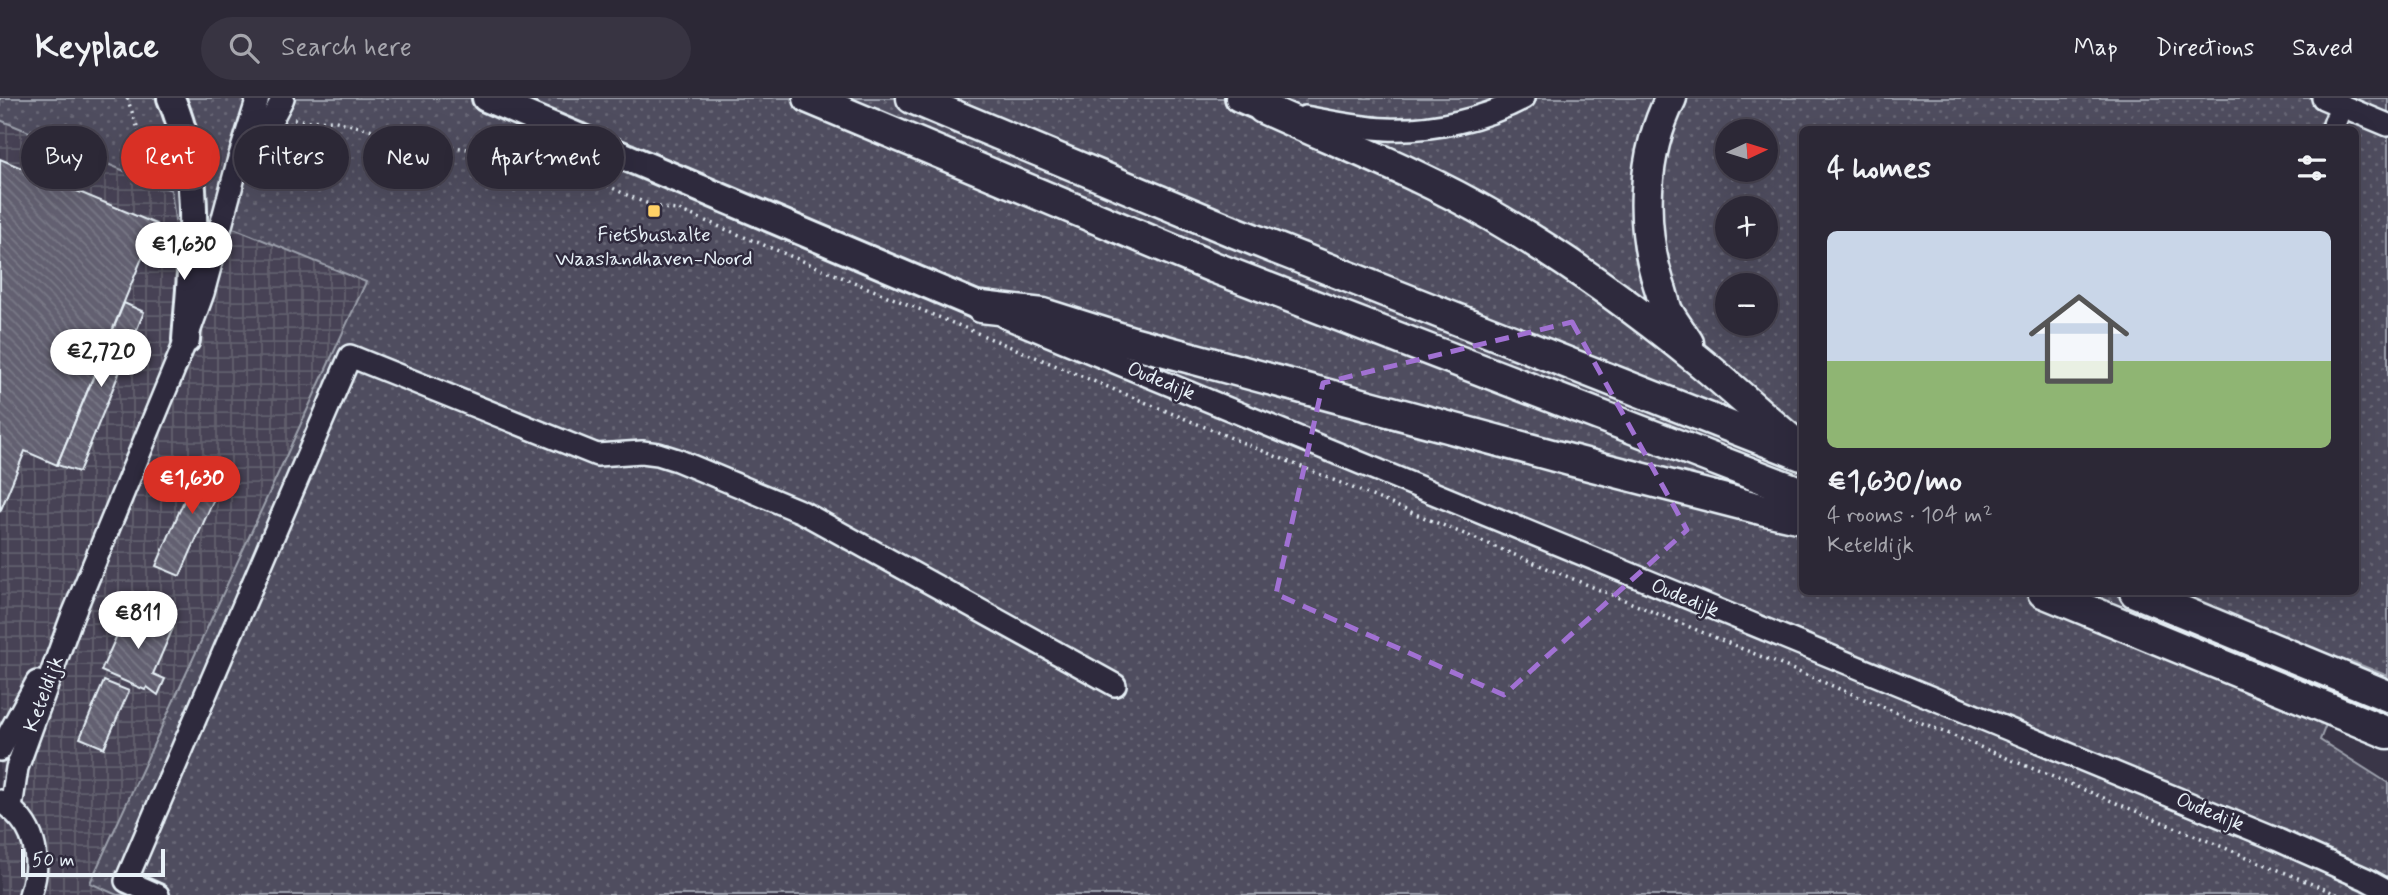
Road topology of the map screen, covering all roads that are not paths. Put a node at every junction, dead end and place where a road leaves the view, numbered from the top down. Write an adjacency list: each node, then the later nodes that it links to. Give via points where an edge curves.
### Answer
1 (171, 98): 15 (main road, via 190,158 193,202)
2 (258, 98): 13 (street, Keteldijk)
3 (283, 98): 13 (street, Keteldijk, via 251,158)
4 (486, 98): 14 (main road)
5 (809, 98): 19 (highway, via 1213,267)
6 (912, 98): 18 (highway, via 1245,236)
7 (1524, 98): 10 (street, via 1451,124 1388,130)
8 (1671, 98): 16 (highway, via 1651,156 1646,211 1653,266 1667,310)
9 (2332, 102): 11 (street); 12 (street)
10 (1251, 103): 16 (highway, via 1494,216)
11 (2388, 125)
12 (2332, 126)
13 (219, 236): 15 (street, Keteldijk)
14 (981, 307): 20 (highway, via 1043,314 1570,460); 29 (street, Oudedijk, via 2278,840)
15 (186, 340): 23 (street, Keteldijk)
16 (1699, 361): 17 (highway)
17 (1799, 450)
18 (1799, 452)
19 (1799, 492)
20 (1799, 517)
21 (2050, 595): 26 (highway)
22 (2142, 595): 25 (highway)
23 (70, 622): 27 (street, Keteldijk); 28 (street, Keteldijk)
24 (1115, 685): 31 (street, via 802,512 659,454 597,455 350,356 126,881)
25 (2388, 696)
26 (2388, 733)
27 (0, 750)
28 (5, 804): 30 (street, Keteldijk, via 27,827 36,850 37,875)
29 (2388, 891)
30 (30, 895)
31 (158, 895)

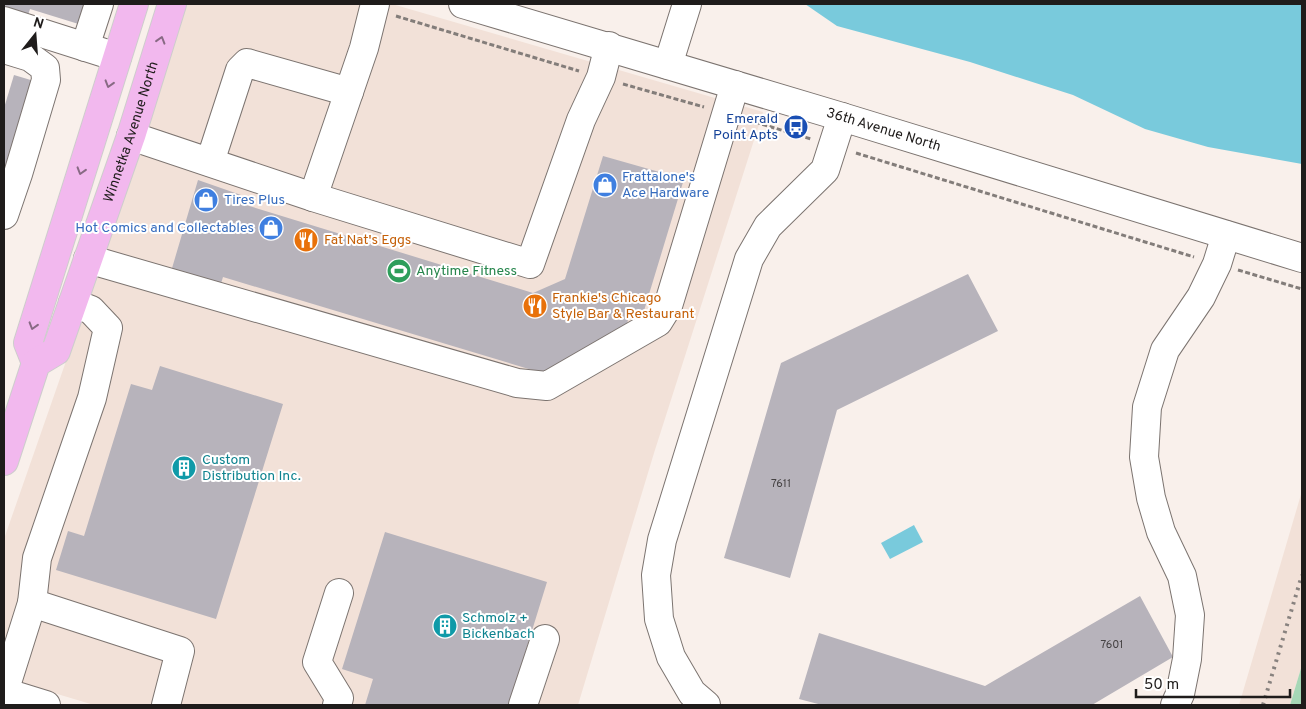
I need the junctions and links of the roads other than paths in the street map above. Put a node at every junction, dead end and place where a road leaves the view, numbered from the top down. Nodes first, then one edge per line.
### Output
1 (99, 4) edge
2 (134, 4) edge
3 (172, 4) edge
4 (376, 4) edge
5 (462, 4) edge
6 (687, 4) edge
7 (4, 21) edge
8 (609, 46) junction
9 (85, 47) junction
10 (4, 49) edge
11 (117, 57) junction
12 (668, 65) junction
13 (735, 85) junction
14 (349, 92) junction
15 (842, 117) junction
16 (131, 136) junction
17 (210, 162) junction
18 (313, 197) junction
19 (4, 215) edge
20 (1226, 234) junction
21 (1302, 258) edge
22 (88, 259) junction
23 (73, 302) junction
24 (36, 363) junction
25 (4, 461) edge
26 (339, 593) dead end
27 (32, 603) junction
28 (545, 639) dead end
29 (4, 692) edge
30 (46, 705) edge
31 (166, 705) edge
32 (337, 705) edge
33 (523, 705) edge
34 (706, 705) edge
35 (1175, 705) edge

1 - 9 street
2 - 11 main road
16 -> 3 main road, Winnetka Avenue North
4 - 14 street
5 - 8 street, 36th Avenue North
6 - 12 street
7 - 9 street
8 - 12 street, 36th Avenue North
8 - 18 street
9 - 11 street
10 - 19 street
11 -> 24 main road
12 - 13 street, 36th Avenue North
13 - 15 street, 36th Avenue North
13 - 22 street
14 - 17 street
14 - 18 street
15 - 20 street, 36th Avenue North
15 - 34 street
16 - 17 street
16 - 22 main road, Winnetka Avenue North
17 - 18 street
20 - 21 street, 36th Avenue North
20 - 35 street
22 - 23 main road, Winnetka Avenue North
23 - 24 main road, Winnetka Avenue North
23 - 27 street
24 - 25 main road
26 - 32 street
27 - 29 street
27 - 31 street
28 - 33 street
29 - 30 street

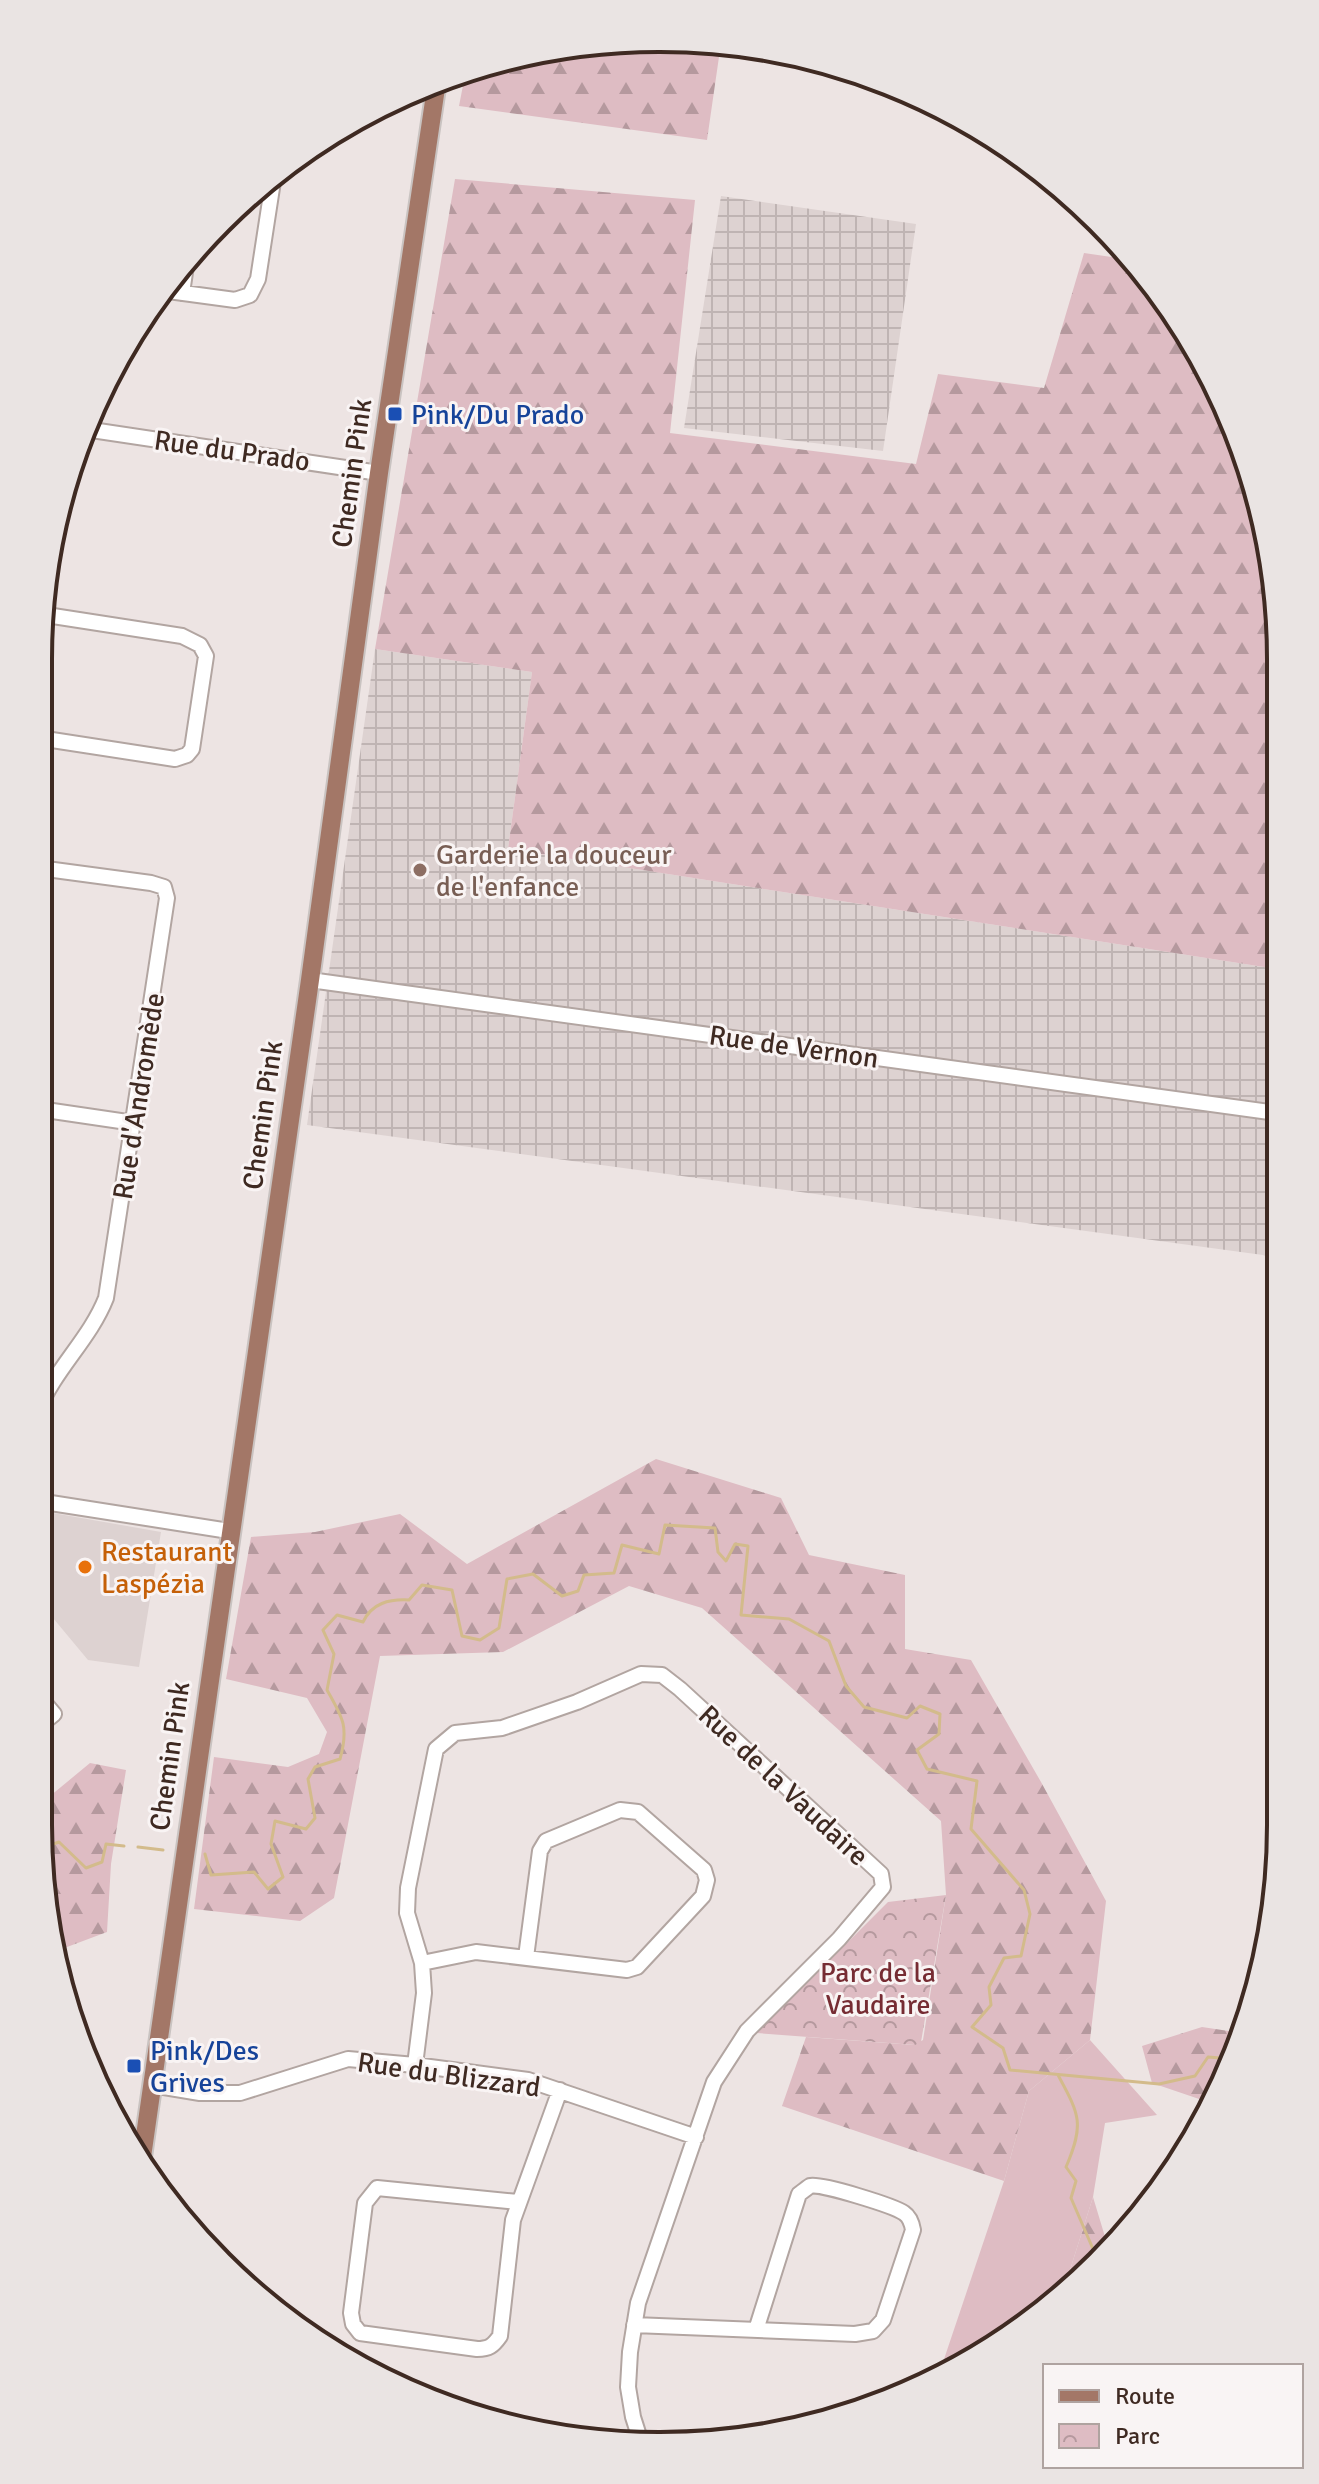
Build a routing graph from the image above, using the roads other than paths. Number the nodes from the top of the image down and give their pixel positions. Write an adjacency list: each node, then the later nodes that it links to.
1 (435, 95): 7 (main road, Chemin Pink)
2 (271, 193): 5 (street)
3 (183, 283): 5 (street)
4 (176, 292): 5 (street)
5 (182, 293)
6 (97, 431): 7 (street, Rue du Prado)
7 (379, 473): 11 (main road, Chemin Pink)
8 (53, 616): 9 (street)
9 (52, 740)
10 (52, 870): 14 (street, Rue d'Andromède)
11 (310, 980): 13 (street, Rue de Vernon); 17 (main road, Chemin Pink)
12 (52, 1111): 14 (street)
13 (1267, 1112)
14 (134, 1123): 15 (street, Rue d'Andromède)
15 (52, 1385)
16 (52, 1503): 17 (street)
17 (229, 1531): 21 (main road, Chemin Pink)
18 (526, 1957): 18 (street); 19 (street)
19 (422, 1963): 20 (street, Rue de la Vaudaire); 23 (street, Rue de la Vaudaire)
20 (415, 2065): 21 (street, Rue du Blizzard); 22 (street, Rue du Blizzard)
21 (152, 2085): 24 (main road, Chemin Pink)
22 (560, 2090): 23 (street, Rue du Blizzard); 25 (street)
23 (696, 2137): 26 (street, Rue de la Vaudaire)
24 (144, 2145)
25 (518, 2202): 25 (street)
26 (634, 2325): 27 (street); 28 (street, Rue de la Vaudaire)
27 (756, 2330): 27 (street)
28 (638, 2431)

▶ **Exercise objective**
After dropping every picture, transcribe each entry exactly.

▶ **Solution**
Road topology of the map screen, covering all roads that are not paths. Put a node at every junction, dead end and place where a road leaves the view, numbered from the top down. Write an adjacency list: each node, then the later nodes that it links to. Give via points where an edge curves.
### Answer
1 (171, 98): 15 (main road, via 190,158 193,202)
2 (258, 98): 13 (street, Keteldijk)
3 (283, 98): 13 (street, Keteldijk, via 251,158)
4 (486, 98): 14 (main road)
5 (809, 98): 19 (highway, via 1213,267)
6 (912, 98): 18 (highway, via 1245,236)
7 (1524, 98): 10 (street, via 1451,124 1388,130)
8 (1671, 98): 16 (highway, via 1651,156 1646,211 1653,266 1667,310)
9 (2332, 102): 11 (street); 12 (street)
10 (1251, 103): 16 (highway, via 1494,216)
11 (2388, 125)
12 (2332, 126)
13 (219, 236): 15 (street, Keteldijk)
14 (981, 307): 20 (highway, via 1043,314 1570,460); 29 (street, Oudedijk, via 2278,840)
15 (186, 340): 23 (street, Keteldijk)
16 (1699, 361): 17 (highway)
17 (1799, 450)
18 (1799, 452)
19 (1799, 492)
20 (1799, 517)
21 (2050, 595): 26 (highway)
22 (2142, 595): 25 (highway)
23 (70, 622): 27 (street, Keteldijk); 28 (street, Keteldijk)
24 (1115, 685): 31 (street, via 802,512 659,454 597,455 350,356 126,881)
25 (2388, 696)
26 (2388, 733)
27 (0, 750)
28 (5, 804): 30 (street, Keteldijk, via 27,827 36,850 37,875)
29 (2388, 891)
30 (30, 895)
31 (158, 895)

I need the junctions and links of the roads other than paths in the street map above. Put a node at every junction, dead end and place where a road leaves the view, numbered from the top down. Nodes first, then one edge per line.
### Output
1 (99, 4) edge
2 (134, 4) edge
3 (172, 4) edge
4 (376, 4) edge
5 (462, 4) edge
6 (687, 4) edge
7 (4, 21) edge
8 (609, 46) junction
9 (85, 47) junction
10 (4, 49) edge
11 (117, 57) junction
12 (668, 65) junction
13 (735, 85) junction
14 (349, 92) junction
15 (842, 117) junction
16 (131, 136) junction
17 (210, 162) junction
18 (313, 197) junction
19 (4, 215) edge
20 (1226, 234) junction
21 (1302, 258) edge
22 (88, 259) junction
23 (73, 302) junction
24 (36, 363) junction
25 (4, 461) edge
26 (339, 593) dead end
27 (32, 603) junction
28 (545, 639) dead end
29 (4, 692) edge
30 (46, 705) edge
31 (166, 705) edge
32 (337, 705) edge
33 (523, 705) edge
34 (706, 705) edge
35 (1175, 705) edge

1 - 9 street
2 - 11 main road
16 -> 3 main road, Winnetka Avenue North
4 - 14 street
5 - 8 street, 36th Avenue North
6 - 12 street
7 - 9 street
8 - 12 street, 36th Avenue North
8 - 18 street
9 - 11 street
10 - 19 street
11 -> 24 main road
12 - 13 street, 36th Avenue North
13 - 15 street, 36th Avenue North
13 - 22 street
14 - 17 street
14 - 18 street
15 - 20 street, 36th Avenue North
15 - 34 street
16 - 17 street
16 - 22 main road, Winnetka Avenue North
17 - 18 street
20 - 21 street, 36th Avenue North
20 - 35 street
22 - 23 main road, Winnetka Avenue North
23 - 24 main road, Winnetka Avenue North
23 - 27 street
24 - 25 main road
26 - 32 street
27 - 29 street
27 - 31 street
28 - 33 street
29 - 30 street

Build a routing graph from the image above, using the roads other than paths. Number the nodes from the top of the image down and give their pixel positions. Write an adjacency list: each node, then the later nodes that it links to.
1 (435, 95): 7 (main road, Chemin Pink)
2 (271, 193): 5 (street)
3 (183, 283): 5 (street)
4 (176, 292): 5 (street)
5 (182, 293)
6 (97, 431): 7 (street, Rue du Prado)
7 (379, 473): 11 (main road, Chemin Pink)
8 (53, 616): 9 (street)
9 (52, 740)
10 (52, 870): 14 (street, Rue d'Andromède)
11 (310, 980): 13 (street, Rue de Vernon); 17 (main road, Chemin Pink)
12 (52, 1111): 14 (street)
13 (1267, 1112)
14 (134, 1123): 15 (street, Rue d'Andromède)
15 (52, 1385)
16 (52, 1503): 17 (street)
17 (229, 1531): 21 (main road, Chemin Pink)
18 (526, 1957): 18 (street); 19 (street)
19 (422, 1963): 20 (street, Rue de la Vaudaire); 23 (street, Rue de la Vaudaire)
20 (415, 2065): 21 (street, Rue du Blizzard); 22 (street, Rue du Blizzard)
21 (152, 2085): 24 (main road, Chemin Pink)
22 (560, 2090): 23 (street, Rue du Blizzard); 25 (street)
23 (696, 2137): 26 (street, Rue de la Vaudaire)
24 (144, 2145)
25 (518, 2202): 25 (street)
26 (634, 2325): 27 (street); 28 (street, Rue de la Vaudaire)
27 (756, 2330): 27 (street)
28 (638, 2431)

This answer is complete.